Pistachio Crusted Snapper with Creamy Novo Pumpkin Sauce
Yield: 2 Portions
- 2 – 4 Oz Fillets of Snapper
- 1 ½ Tsp Salt
- 1 ½ Tsp Freshly Cracked Black Pepper
- ¼ Tsp Roasted Cumin Powder / Geera
- 1 Tsp of Minced Garlic
- 1 Tsp of Fine Thyme
- ½ Cup Pistachio Nuts
- 2 Tbsp of Vegetable Oil
- Place fish fillets on a small plate. Add salt, black pepper and cumin on both sides of fish and rub gently to massage seasoning in, followed by the garlic and thyme.
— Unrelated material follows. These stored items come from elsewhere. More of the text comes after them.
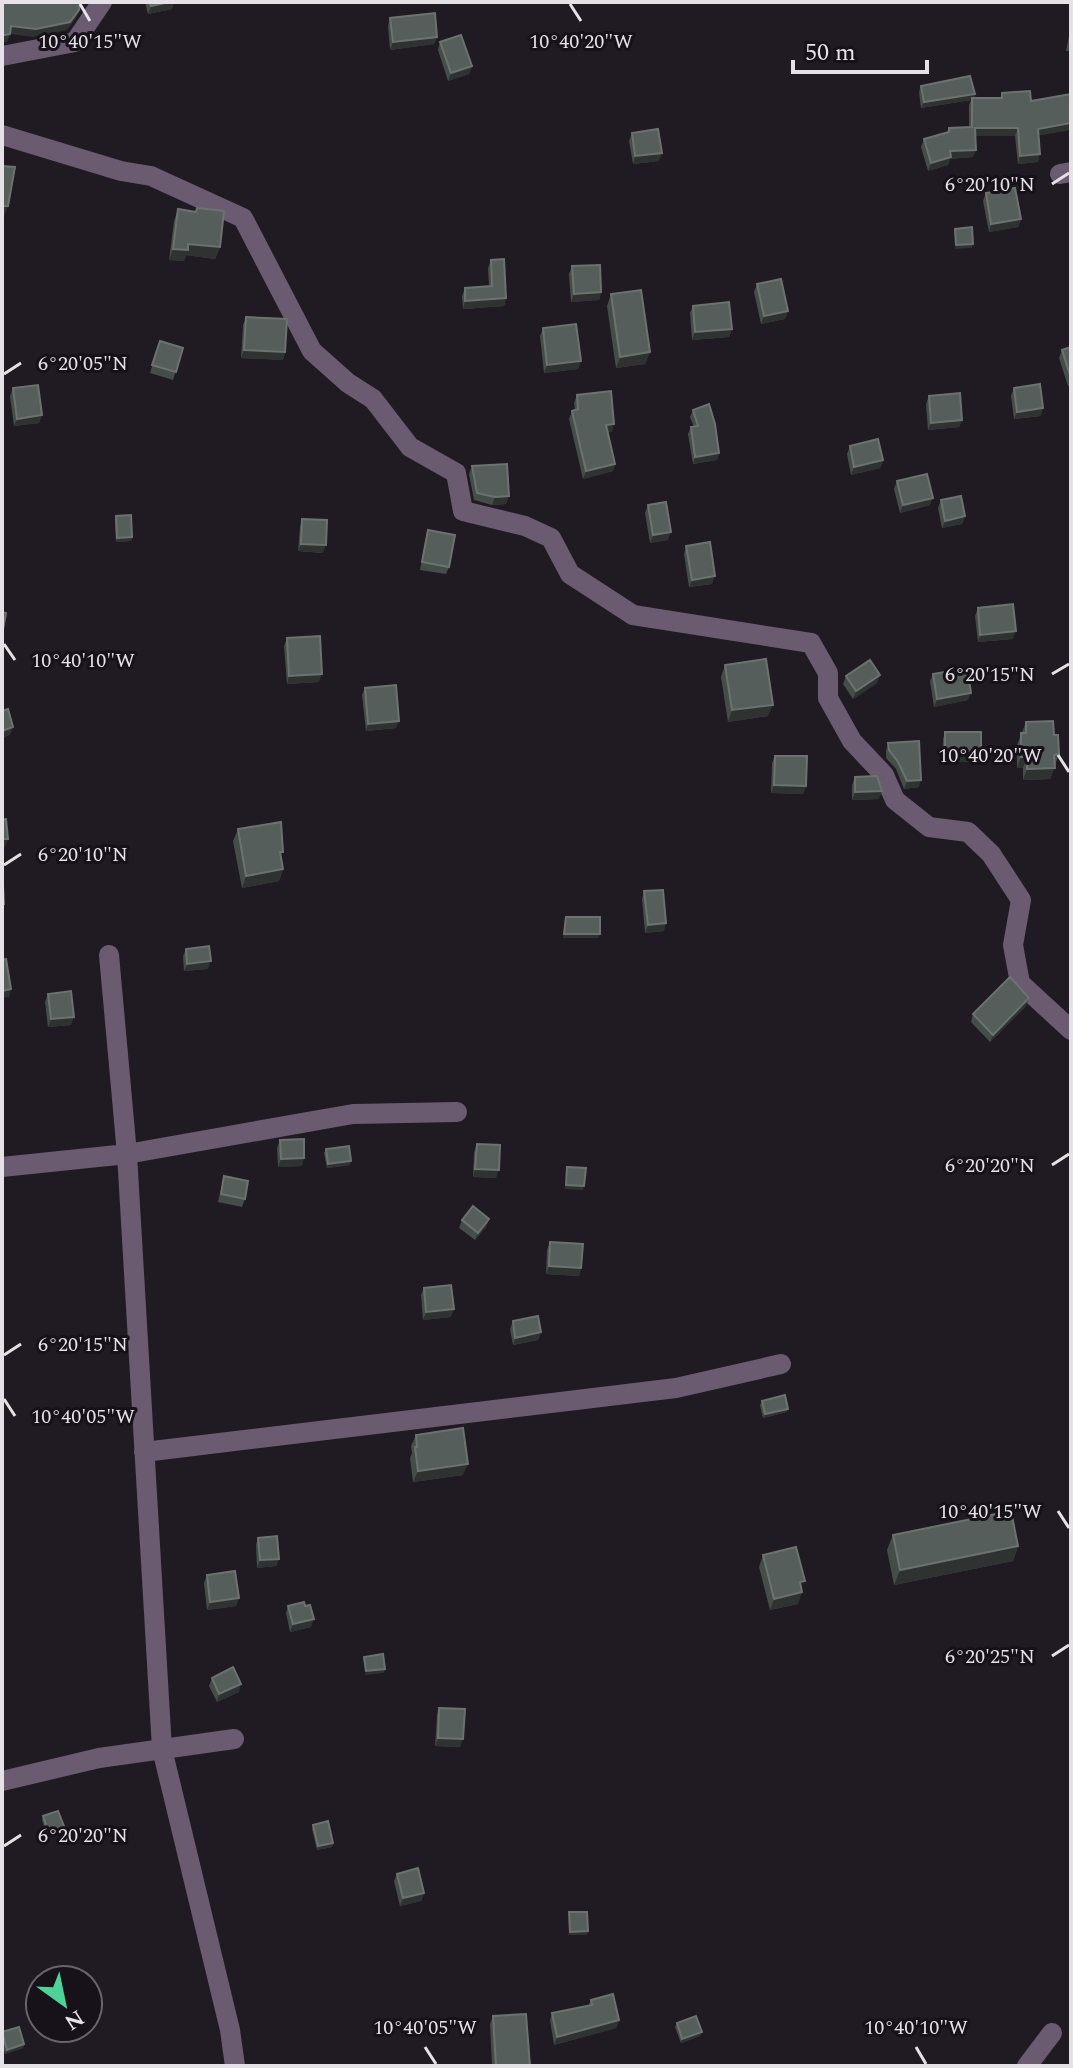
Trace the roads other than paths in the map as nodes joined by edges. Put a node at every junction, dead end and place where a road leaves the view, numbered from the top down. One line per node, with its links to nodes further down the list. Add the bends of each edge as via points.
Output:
1 (102, 2): 2 (street, via 75,42)
2 (2, 56)
3 (2, 135): 5 (street, via 151,176 243,218 312,351 373,399 410,447 456,473 463,511 551,538 570,574 633,615 811,643 828,673 828,698 852,741 884,775 895,800 929,827 968,832 991,854 1021,900 1013,945 1020,983)
4 (109, 955): 7 (street)
5 (1071, 1030)
6 (457, 1112): 7 (street, via 353,1114)
7 (127, 1154): 8 (street); 10 (street)
8 (2, 1167)
9 (781, 1364): 10 (street, via 676,1388)
10 (144, 1452): 12 (street)
11 (234, 1739): 12 (street)
12 (162, 1749): 13 (street); 15 (street)
13 (2, 1781)
14 (1052, 2033): 16 (street)
15 (235, 2066)
16 (1027, 2066)

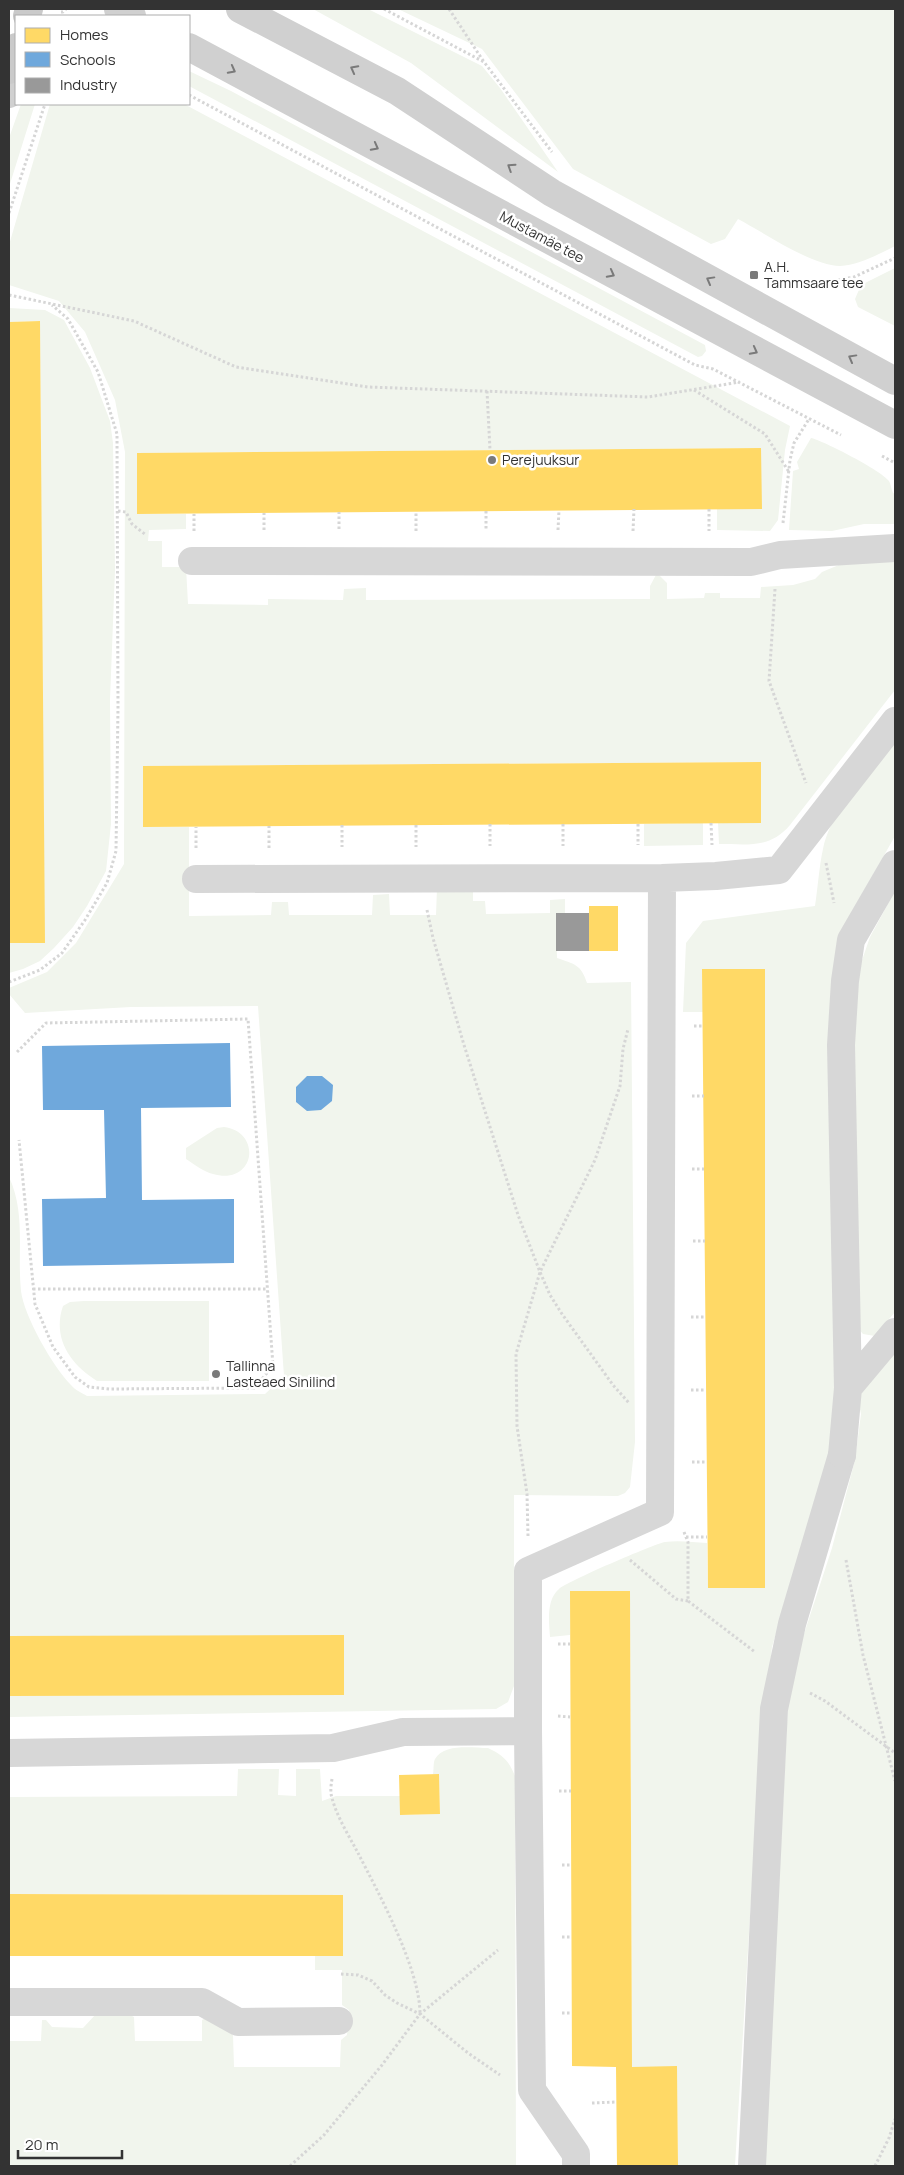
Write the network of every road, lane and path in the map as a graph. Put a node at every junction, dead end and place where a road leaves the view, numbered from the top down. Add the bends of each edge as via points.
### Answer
1 (118, 9) edge
2 (240, 9) edge
3 (384, 9) edge
4 (449, 9) edge
5 (130, 15) edge
6 (190, 48) edge
7 (15, 50) edge
8 (484, 62) junction
9 (9, 70) edge
10 (190, 96) edge
11 (44, 105) edge
12 (553, 154) dead end
13 (9, 213) edge
14 (895, 258) edge
15 (795, 294) dead end
16 (9, 295) edge
17 (52, 305) junction
18 (895, 381) edge
19 (740, 382) junction
20 (694, 390) junction
21 (487, 391) junction
22 (809, 419) junction
23 (895, 425) edge
24 (841, 435) dead end
25 (490, 450) dead end
26 (789, 472) junction
27 (634, 509) dead end
28 (709, 509) dead end
29 (559, 510) dead end
30 (118, 511) junction
31 (486, 511) dead end
32 (339, 512) dead end
33 (416, 512) dead end
34 (264, 513) dead end
35 (194, 514) dead end
36 (782, 530) dead end
37 (146, 535) dead end
38 (709, 535) dead end
39 (486, 536) dead end
40 (558, 536) dead end
41 (633, 536) dead end
42 (338, 537) dead end
43 (416, 537) dead end
44 (264, 538) dead end
45 (193, 548) joint
46 (895, 548) edge
47 (775, 586) dead end
48 (895, 721) edge
49 (807, 786) dead end
50 (711, 823) dead end
51 (490, 824) dead end
52 (563, 824) dead end
53 (638, 824) dead end
54 (342, 825) dead end
55 (416, 825) dead end
56 (196, 826) dead end
57 (269, 826) dead end
58 (712, 848) dead end
59 (490, 849) dead end
60 (563, 849) dead end
61 (638, 849) dead end
62 (342, 850) dead end
63 (416, 850) dead end
64 (196, 851) dead end
65 (269, 851) dead end
66 (825, 857) dead end
67 (895, 864) edge
68 (428, 878) junction
69 (662, 878) junction
70 (196, 879) dead end
71 (850, 940) junction
72 (9, 982) edge
73 (630, 1022) dead end
74 (17, 1052) dead end
75 (19, 1140) dead end
76 (540, 1272) junction
77 (33, 1289) junction
78 (267, 1289) junction
79 (895, 1332) edge
80 (848, 1388) junction
81 (660, 1408) junction
82 (660, 1512) junction
83 (686, 1537) junction
84 (707, 1537) dead end
85 (845, 1554) dead end
86 (624, 1556) dead end
87 (528, 1571) junction
88 (688, 1601) junction
89 (781, 1672) junction
90 (528, 1731) junction
91 (885, 1745) junction
92 (333, 1748) junction
93 (9, 1753) edge
94 (895, 1753) edge
95 (895, 1781) edge
96 (529, 1933) junction
97 (341, 1974) dead end
98 (9, 2002) edge
99 (420, 2014) junction
100 (338, 2021) dead end
101 (532, 2090) junction
102 (616, 2102) dead end
103 (592, 2103) dead end
104 (895, 2119) edge
105 (290, 2166) edge
106 (576, 2166) edge
107 (752, 2166) edge
108 (875, 2166) edge

1 - 5 main road
18 -> 2 main road via 552,193 397,91
3 - 8 path
4 - 8 path
6 -> 23 main road, Mustamäe tee
7 - 9 main road
8 - 12 path
10 - 19 path via 696,365
11 - 13 path
14 - 15 path via 854,277 786,289
16 - 17 path
17 - 21 path via 134,321 236,367 368,387
17 - 30 path via 68,319 85,347 106,396 117,434
19 - 20 path
19 - 22 path
20 - 21 path via 648,397
20 - 26 path via 765,434
21 - 25 path
22 - 24 path
22 - 26 path via 794,443
26 - 36 path
27 - 41 path
28 - 38 path
29 - 40 path
30 - 37 path via 126,512 132,524
30 - 72 path via 116,851 107,883 62,953 40,970
31 - 39 path
32 - 42 path
33 - 43 path
34 - 44 path
35 - 45 path
45 - 46 street via 751,562 780,555
47 - 49 path via 769,681
48 - 69 street via 779,870
50 - 58 path
51 - 59 path
52 - 60 path
53 - 61 path
54 - 62 path
55 - 63 path
56 - 64 path
57 - 65 path
66 - 71 path via 841,935
67 - 71 street
68 - 69 street
68 - 70 street
68 - 76 path via 427,915 452,1004 518,1215
69 - 81 street
71 - 80 street via 841,1045
73 - 76 path via 623,1049 620,1086 595,1160
74 - 78 path via 46,1023 248,1019
75 - 77 path
76 - 81 path via 562,1314 627,1401 636,1408
76 - 87 path via 516,1354 517,1426 527,1494
77 - 78 path
77 - 78 path via 35,1304 53,1347 74,1377 90,1387 110,1389 254,1388 273,1366
79 - 80 street
80 - 89 street via 842,1455
81 - 82 street
82 - 83 path
82 - 87 street
83 - 84 path
83 - 88 path
85 - 91 path via 863,1655
86 - 88 path via 676,1599
87 - 90 street
88 - 89 path
89 - 91 path
89 - 107 street via 774,1709
90 - 92 street via 403,1732
90 - 96 street
91 - 94 path
91 - 95 path
92 - 93 street
92 - 99 path via 331,1796 414,1976
96 - 99 path via 515,1933
96 - 101 street
97 - 99 path via 372,1980 397,2004
98 - 100 street via 202,2002 238,2022
99 - 101 path via 476,2059 516,2085
99 - 105 path via 324,2134
101 - 106 street via 576,2154
102 - 103 path
104 - 108 path

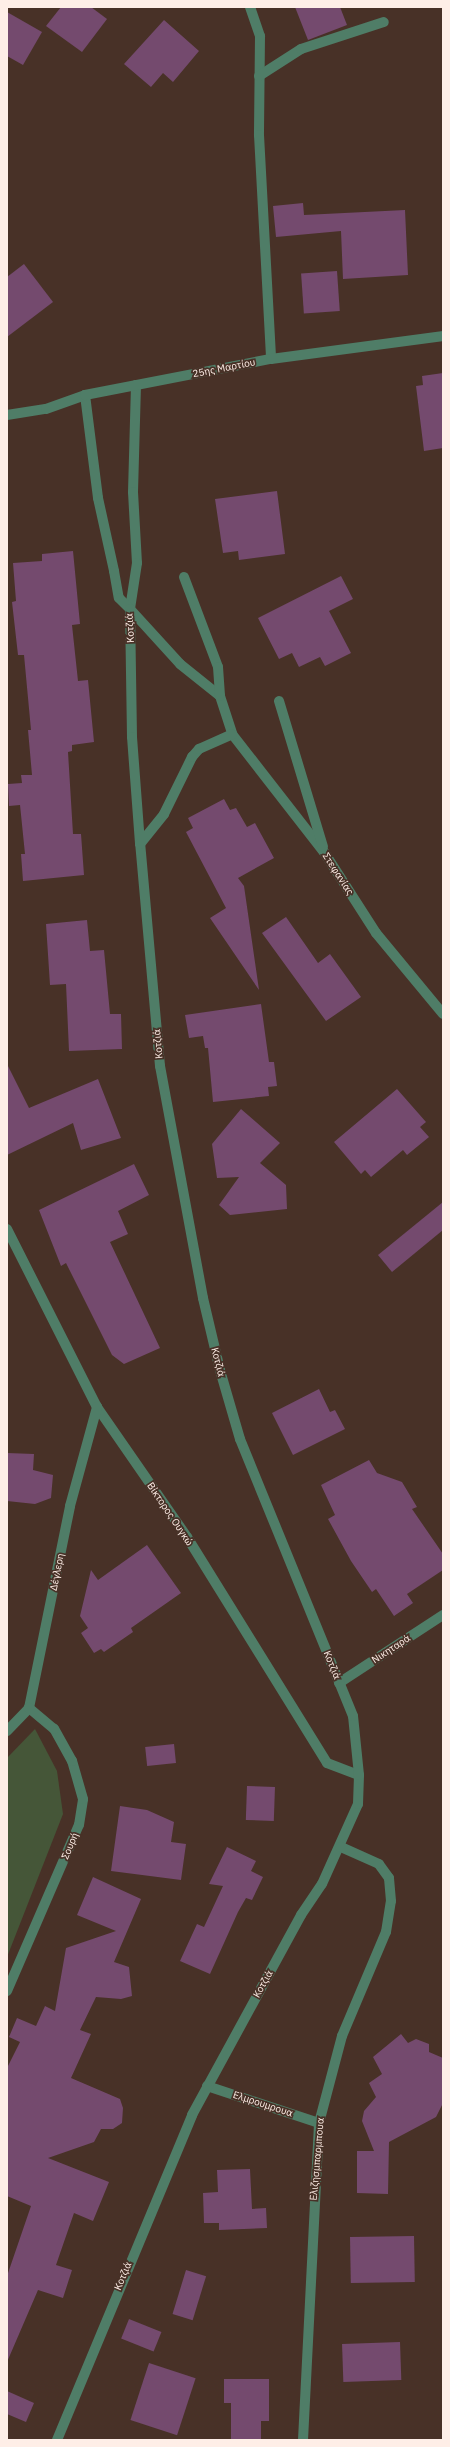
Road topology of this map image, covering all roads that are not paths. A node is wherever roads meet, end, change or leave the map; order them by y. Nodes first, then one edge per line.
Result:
1 (250, 7) edge
2 (384, 22) dead end
3 (260, 76) junction
4 (443, 336) edge
5 (271, 359) junction
6 (136, 385) junction
7 (85, 395) junction
8 (7, 415) edge
9 (184, 577) dead end
10 (130, 609) junction
11 (220, 696) junction
12 (279, 701) dead end
13 (232, 734) junction
14 (140, 844) junction
15 (324, 852) junction
16 (443, 1014) edge
17 (7, 1229) edge
18 (97, 1407) junction
19 (443, 1615) edge
20 (339, 1683) junction
21 (29, 1708) junction
22 (7, 1731) edge
23 (359, 1775) junction
24 (341, 1847) junction
25 (7, 1991) edge
26 (207, 2086) junction
27 (319, 2123) junction
28 (57, 2440) edge
29 (303, 2440) edge

1 - 3 street
2 - 3 street
3 - 5 street
4 - 5 street, 25ης Μαρτίου
5 - 6 street, 25ης Μαρτίου
6 - 7 street, 25ης Μαρτίου
6 - 10 street
7 - 8 street, 25ης Μαρτίου
7 - 10 street, Κοτζιά
9 - 11 street
10 - 11 street
10 - 14 street, Κοτζιά
11 - 13 street
12 - 15 street
13 - 14 street
13 - 15 street, Στεφανίας
14 - 20 street, Κοτζιά
15 - 16 street, Στεφανίας
17 - 18 street, Βίκτορος Ουγκώ
18 - 21 street, Δέγλερη
18 - 23 street, Βίκτορος Ουγκώ
19 - 20 street, Νικηταρά
20 - 23 street, Κοτζιά
21 - 22 street
21 - 25 street, Σουρή
23 - 24 street, Κοτζιά
24 - 26 street, Κοτζιά
24 - 27 street, Ελιζησμπαρμπουα
26 - 27 street, Ελμρουμρουα
26 - 28 street, Κοτζιά
27 - 29 street, Ελιζησμπαρμπουα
- Place pistachio nuts into a food processor or coffee grinder and pulse to make coarse crumb pieces.
- Pour grounded nuts into a flat plate, pick up the fillet and crust the flesh side of fish with nuts by placing into the powdered pistachios. Do this for both fillets.
- Place a medium sauté pan over high heat. Add the vegetable oil and when hot, place the two fillets nut crust side down into the oil.
- Cook for 2 ½ minutes on each side, or until fish is cooked all through. Serve Fish fillets on a generous sauce bed of the creamy pumpkin sauce. A great starch accompaniment for this dish would be the Creamy Coconut Scallop Potatoes.
Creamy Pumpkin Sauce
Yield: 16 Oz
- 8 Oz Frozen Novo Pumpkin / Squash, Peeled
- 2 ½ Cups Water
- 1 Tsp Salt
- ½ Tsp of Black Pepper
- Dash of Nutmeg and Cinnamon
- ½ Tsp of Minced Rosemary
- 2 Oz of Heavy Cream
- Cut pumpkin into small cubes and place into a small sauce pan with 2 ½ cups of water. Add the salt, black pepper, nutmeg and cinnamon and place on medium heat covered, to simmer until pumpkin is soft and pliable.
- Strain and reserve 5 oz of the same pumpkin water in which it was boiled in.
- Pour this water and boiled pumpkin into a blender and add the minced rosemary and heavy cream.
- Place the top cover of the blender on and pulse for a few seconds, then pulverize until pumpkin is smooth. Taste for flavour and adjust with more salt if desired.
- Serve this sauce with the Pistachio Crusted Snapper.